_THE TASK_. Please output each entry in the material beneath exactly as shown.

** EXERCISE DATA follows **

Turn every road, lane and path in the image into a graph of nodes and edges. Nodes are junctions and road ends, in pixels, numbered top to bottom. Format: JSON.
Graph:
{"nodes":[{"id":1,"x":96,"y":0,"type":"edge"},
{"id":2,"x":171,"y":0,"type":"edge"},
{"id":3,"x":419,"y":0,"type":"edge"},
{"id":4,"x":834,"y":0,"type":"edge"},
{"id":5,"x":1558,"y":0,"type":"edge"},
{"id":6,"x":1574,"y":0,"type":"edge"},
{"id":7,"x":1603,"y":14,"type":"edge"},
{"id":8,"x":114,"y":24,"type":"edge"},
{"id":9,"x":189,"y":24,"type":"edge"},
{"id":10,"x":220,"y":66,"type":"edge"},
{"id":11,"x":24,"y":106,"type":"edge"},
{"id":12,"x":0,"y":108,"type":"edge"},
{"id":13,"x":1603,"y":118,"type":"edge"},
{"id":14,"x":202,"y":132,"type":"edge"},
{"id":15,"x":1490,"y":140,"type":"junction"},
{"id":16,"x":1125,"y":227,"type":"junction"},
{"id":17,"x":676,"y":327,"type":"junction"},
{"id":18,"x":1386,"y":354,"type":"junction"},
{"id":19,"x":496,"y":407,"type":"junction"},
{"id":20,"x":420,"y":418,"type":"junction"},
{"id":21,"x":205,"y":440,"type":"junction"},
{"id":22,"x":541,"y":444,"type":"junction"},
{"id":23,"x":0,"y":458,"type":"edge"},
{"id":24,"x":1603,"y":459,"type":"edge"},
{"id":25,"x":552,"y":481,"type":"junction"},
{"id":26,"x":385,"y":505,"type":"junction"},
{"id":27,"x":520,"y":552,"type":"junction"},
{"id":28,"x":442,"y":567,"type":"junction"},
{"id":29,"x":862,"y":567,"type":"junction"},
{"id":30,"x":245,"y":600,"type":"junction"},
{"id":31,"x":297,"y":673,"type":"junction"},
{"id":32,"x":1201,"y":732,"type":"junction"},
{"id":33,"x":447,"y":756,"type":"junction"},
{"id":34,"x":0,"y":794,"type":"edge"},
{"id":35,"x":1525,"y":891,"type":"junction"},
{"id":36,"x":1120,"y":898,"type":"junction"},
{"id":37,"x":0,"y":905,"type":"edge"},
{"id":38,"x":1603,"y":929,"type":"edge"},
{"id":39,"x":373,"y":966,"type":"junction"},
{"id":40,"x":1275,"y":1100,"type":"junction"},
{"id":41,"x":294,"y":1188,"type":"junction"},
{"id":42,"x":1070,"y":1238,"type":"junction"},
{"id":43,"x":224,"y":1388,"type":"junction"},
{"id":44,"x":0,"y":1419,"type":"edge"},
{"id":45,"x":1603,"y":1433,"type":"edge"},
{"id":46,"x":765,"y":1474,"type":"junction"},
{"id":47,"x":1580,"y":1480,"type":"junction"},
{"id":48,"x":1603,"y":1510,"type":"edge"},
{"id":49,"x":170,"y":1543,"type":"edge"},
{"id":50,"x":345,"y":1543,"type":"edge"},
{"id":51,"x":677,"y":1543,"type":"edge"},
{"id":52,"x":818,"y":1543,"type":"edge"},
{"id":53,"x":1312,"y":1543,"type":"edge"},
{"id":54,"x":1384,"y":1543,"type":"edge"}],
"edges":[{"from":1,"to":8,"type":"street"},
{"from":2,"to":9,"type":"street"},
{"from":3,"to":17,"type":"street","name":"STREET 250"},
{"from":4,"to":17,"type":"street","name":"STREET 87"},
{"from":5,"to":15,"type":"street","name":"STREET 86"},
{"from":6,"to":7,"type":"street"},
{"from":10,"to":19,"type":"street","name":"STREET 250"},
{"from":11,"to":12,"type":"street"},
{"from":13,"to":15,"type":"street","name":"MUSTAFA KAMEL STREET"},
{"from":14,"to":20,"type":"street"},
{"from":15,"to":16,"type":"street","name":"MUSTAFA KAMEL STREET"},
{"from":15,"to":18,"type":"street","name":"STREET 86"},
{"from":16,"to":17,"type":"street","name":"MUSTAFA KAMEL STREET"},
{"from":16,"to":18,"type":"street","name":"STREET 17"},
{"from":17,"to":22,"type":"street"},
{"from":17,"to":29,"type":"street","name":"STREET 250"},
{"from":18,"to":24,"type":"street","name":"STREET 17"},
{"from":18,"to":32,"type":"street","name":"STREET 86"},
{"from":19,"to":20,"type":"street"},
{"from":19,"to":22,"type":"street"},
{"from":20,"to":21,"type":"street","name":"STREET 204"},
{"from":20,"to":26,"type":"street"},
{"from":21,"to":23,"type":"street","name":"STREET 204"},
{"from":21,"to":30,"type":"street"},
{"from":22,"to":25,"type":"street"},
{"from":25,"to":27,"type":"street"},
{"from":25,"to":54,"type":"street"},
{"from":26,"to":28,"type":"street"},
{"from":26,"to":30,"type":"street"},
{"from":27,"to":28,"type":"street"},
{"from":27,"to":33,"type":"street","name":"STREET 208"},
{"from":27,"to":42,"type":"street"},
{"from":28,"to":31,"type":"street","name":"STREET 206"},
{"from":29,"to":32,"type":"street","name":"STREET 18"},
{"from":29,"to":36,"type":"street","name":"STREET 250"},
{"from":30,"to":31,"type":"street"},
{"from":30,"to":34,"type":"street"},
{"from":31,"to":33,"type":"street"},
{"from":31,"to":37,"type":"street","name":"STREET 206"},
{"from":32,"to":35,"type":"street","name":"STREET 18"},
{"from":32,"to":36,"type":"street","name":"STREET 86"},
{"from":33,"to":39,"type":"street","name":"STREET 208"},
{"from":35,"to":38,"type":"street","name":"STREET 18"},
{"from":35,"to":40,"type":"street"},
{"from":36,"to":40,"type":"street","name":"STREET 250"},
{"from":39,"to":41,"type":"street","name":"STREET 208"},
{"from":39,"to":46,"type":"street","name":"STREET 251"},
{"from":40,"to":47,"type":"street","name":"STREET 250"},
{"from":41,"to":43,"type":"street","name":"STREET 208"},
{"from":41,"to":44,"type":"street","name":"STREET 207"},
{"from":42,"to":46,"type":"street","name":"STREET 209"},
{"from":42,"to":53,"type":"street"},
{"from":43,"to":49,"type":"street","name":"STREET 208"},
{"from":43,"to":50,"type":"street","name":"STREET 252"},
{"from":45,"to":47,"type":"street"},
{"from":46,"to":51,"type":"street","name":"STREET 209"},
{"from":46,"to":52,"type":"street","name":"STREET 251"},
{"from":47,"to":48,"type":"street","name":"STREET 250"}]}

** End of EXERCISE DATA **

_WRITTEN RESPONSE_.
Turn every road, lane and path in the image into a graph of nodes and edges. Nodes are junctions and road ends, in pixels, numbered top to bottom. Format: JSON.
Graph:
{"nodes":[{"id":1,"x":96,"y":0,"type":"edge"},
{"id":2,"x":171,"y":0,"type":"edge"},
{"id":3,"x":419,"y":0,"type":"edge"},
{"id":4,"x":834,"y":0,"type":"edge"},
{"id":5,"x":1558,"y":0,"type":"edge"},
{"id":6,"x":1574,"y":0,"type":"edge"},
{"id":7,"x":1603,"y":14,"type":"edge"},
{"id":8,"x":114,"y":24,"type":"edge"},
{"id":9,"x":189,"y":24,"type":"edge"},
{"id":10,"x":220,"y":66,"type":"edge"},
{"id":11,"x":24,"y":106,"type":"edge"},
{"id":12,"x":0,"y":108,"type":"edge"},
{"id":13,"x":1603,"y":118,"type":"edge"},
{"id":14,"x":202,"y":132,"type":"edge"},
{"id":15,"x":1490,"y":140,"type":"junction"},
{"id":16,"x":1125,"y":227,"type":"junction"},
{"id":17,"x":676,"y":327,"type":"junction"},
{"id":18,"x":1386,"y":354,"type":"junction"},
{"id":19,"x":496,"y":407,"type":"junction"},
{"id":20,"x":420,"y":418,"type":"junction"},
{"id":21,"x":205,"y":440,"type":"junction"},
{"id":22,"x":541,"y":444,"type":"junction"},
{"id":23,"x":0,"y":458,"type":"edge"},
{"id":24,"x":1603,"y":459,"type":"edge"},
{"id":25,"x":552,"y":481,"type":"junction"},
{"id":26,"x":385,"y":505,"type":"junction"},
{"id":27,"x":520,"y":552,"type":"junction"},
{"id":28,"x":442,"y":567,"type":"junction"},
{"id":29,"x":862,"y":567,"type":"junction"},
{"id":30,"x":245,"y":600,"type":"junction"},
{"id":31,"x":297,"y":673,"type":"junction"},
{"id":32,"x":1201,"y":732,"type":"junction"},
{"id":33,"x":447,"y":756,"type":"junction"},
{"id":34,"x":0,"y":794,"type":"edge"},
{"id":35,"x":1525,"y":891,"type":"junction"},
{"id":36,"x":1120,"y":898,"type":"junction"},
{"id":37,"x":0,"y":905,"type":"edge"},
{"id":38,"x":1603,"y":929,"type":"edge"},
{"id":39,"x":373,"y":966,"type":"junction"},
{"id":40,"x":1275,"y":1100,"type":"junction"},
{"id":41,"x":294,"y":1188,"type":"junction"},
{"id":42,"x":1070,"y":1238,"type":"junction"},
{"id":43,"x":224,"y":1388,"type":"junction"},
{"id":44,"x":0,"y":1419,"type":"edge"},
{"id":45,"x":1603,"y":1433,"type":"edge"},
{"id":46,"x":765,"y":1474,"type":"junction"},
{"id":47,"x":1580,"y":1480,"type":"junction"},
{"id":48,"x":1603,"y":1510,"type":"edge"},
{"id":49,"x":170,"y":1543,"type":"edge"},
{"id":50,"x":345,"y":1543,"type":"edge"},
{"id":51,"x":677,"y":1543,"type":"edge"},
{"id":52,"x":818,"y":1543,"type":"edge"},
{"id":53,"x":1312,"y":1543,"type":"edge"},
{"id":54,"x":1384,"y":1543,"type":"edge"}],
"edges":[{"from":1,"to":8,"type":"street"},
{"from":2,"to":9,"type":"street"},
{"from":3,"to":17,"type":"street","name":"STREET 250"},
{"from":4,"to":17,"type":"street","name":"STREET 87"},
{"from":5,"to":15,"type":"street","name":"STREET 86"},
{"from":6,"to":7,"type":"street"},
{"from":10,"to":19,"type":"street","name":"STREET 250"},
{"from":11,"to":12,"type":"street"},
{"from":13,"to":15,"type":"street","name":"MUSTAFA KAMEL STREET"},
{"from":14,"to":20,"type":"street"},
{"from":15,"to":16,"type":"street","name":"MUSTAFA KAMEL STREET"},
{"from":15,"to":18,"type":"street","name":"STREET 86"},
{"from":16,"to":17,"type":"street","name":"MUSTAFA KAMEL STREET"},
{"from":16,"to":18,"type":"street","name":"STREET 17"},
{"from":17,"to":22,"type":"street"},
{"from":17,"to":29,"type":"street","name":"STREET 250"},
{"from":18,"to":24,"type":"street","name":"STREET 17"},
{"from":18,"to":32,"type":"street","name":"STREET 86"},
{"from":19,"to":20,"type":"street"},
{"from":19,"to":22,"type":"street"},
{"from":20,"to":21,"type":"street","name":"STREET 204"},
{"from":20,"to":26,"type":"street"},
{"from":21,"to":23,"type":"street","name":"STREET 204"},
{"from":21,"to":30,"type":"street"},
{"from":22,"to":25,"type":"street"},
{"from":25,"to":27,"type":"street"},
{"from":25,"to":54,"type":"street"},
{"from":26,"to":28,"type":"street"},
{"from":26,"to":30,"type":"street"},
{"from":27,"to":28,"type":"street"},
{"from":27,"to":33,"type":"street","name":"STREET 208"},
{"from":27,"to":42,"type":"street"},
{"from":28,"to":31,"type":"street","name":"STREET 206"},
{"from":29,"to":32,"type":"street","name":"STREET 18"},
{"from":29,"to":36,"type":"street","name":"STREET 250"},
{"from":30,"to":31,"type":"street"},
{"from":30,"to":34,"type":"street"},
{"from":31,"to":33,"type":"street"},
{"from":31,"to":37,"type":"street","name":"STREET 206"},
{"from":32,"to":35,"type":"street","name":"STREET 18"},
{"from":32,"to":36,"type":"street","name":"STREET 86"},
{"from":33,"to":39,"type":"street","name":"STREET 208"},
{"from":35,"to":38,"type":"street","name":"STREET 18"},
{"from":35,"to":40,"type":"street"},
{"from":36,"to":40,"type":"street","name":"STREET 250"},
{"from":39,"to":41,"type":"street","name":"STREET 208"},
{"from":39,"to":46,"type":"street","name":"STREET 251"},
{"from":40,"to":47,"type":"street","name":"STREET 250"},
{"from":41,"to":43,"type":"street","name":"STREET 208"},
{"from":41,"to":44,"type":"street","name":"STREET 207"},
{"from":42,"to":46,"type":"street","name":"STREET 209"},
{"from":42,"to":53,"type":"street"},
{"from":43,"to":49,"type":"street","name":"STREET 208"},
{"from":43,"to":50,"type":"street","name":"STREET 252"},
{"from":45,"to":47,"type":"street"},
{"from":46,"to":51,"type":"street","name":"STREET 209"},
{"from":46,"to":52,"type":"street","name":"STREET 251"},
{"from":47,"to":48,"type":"street","name":"STREET 250"}]}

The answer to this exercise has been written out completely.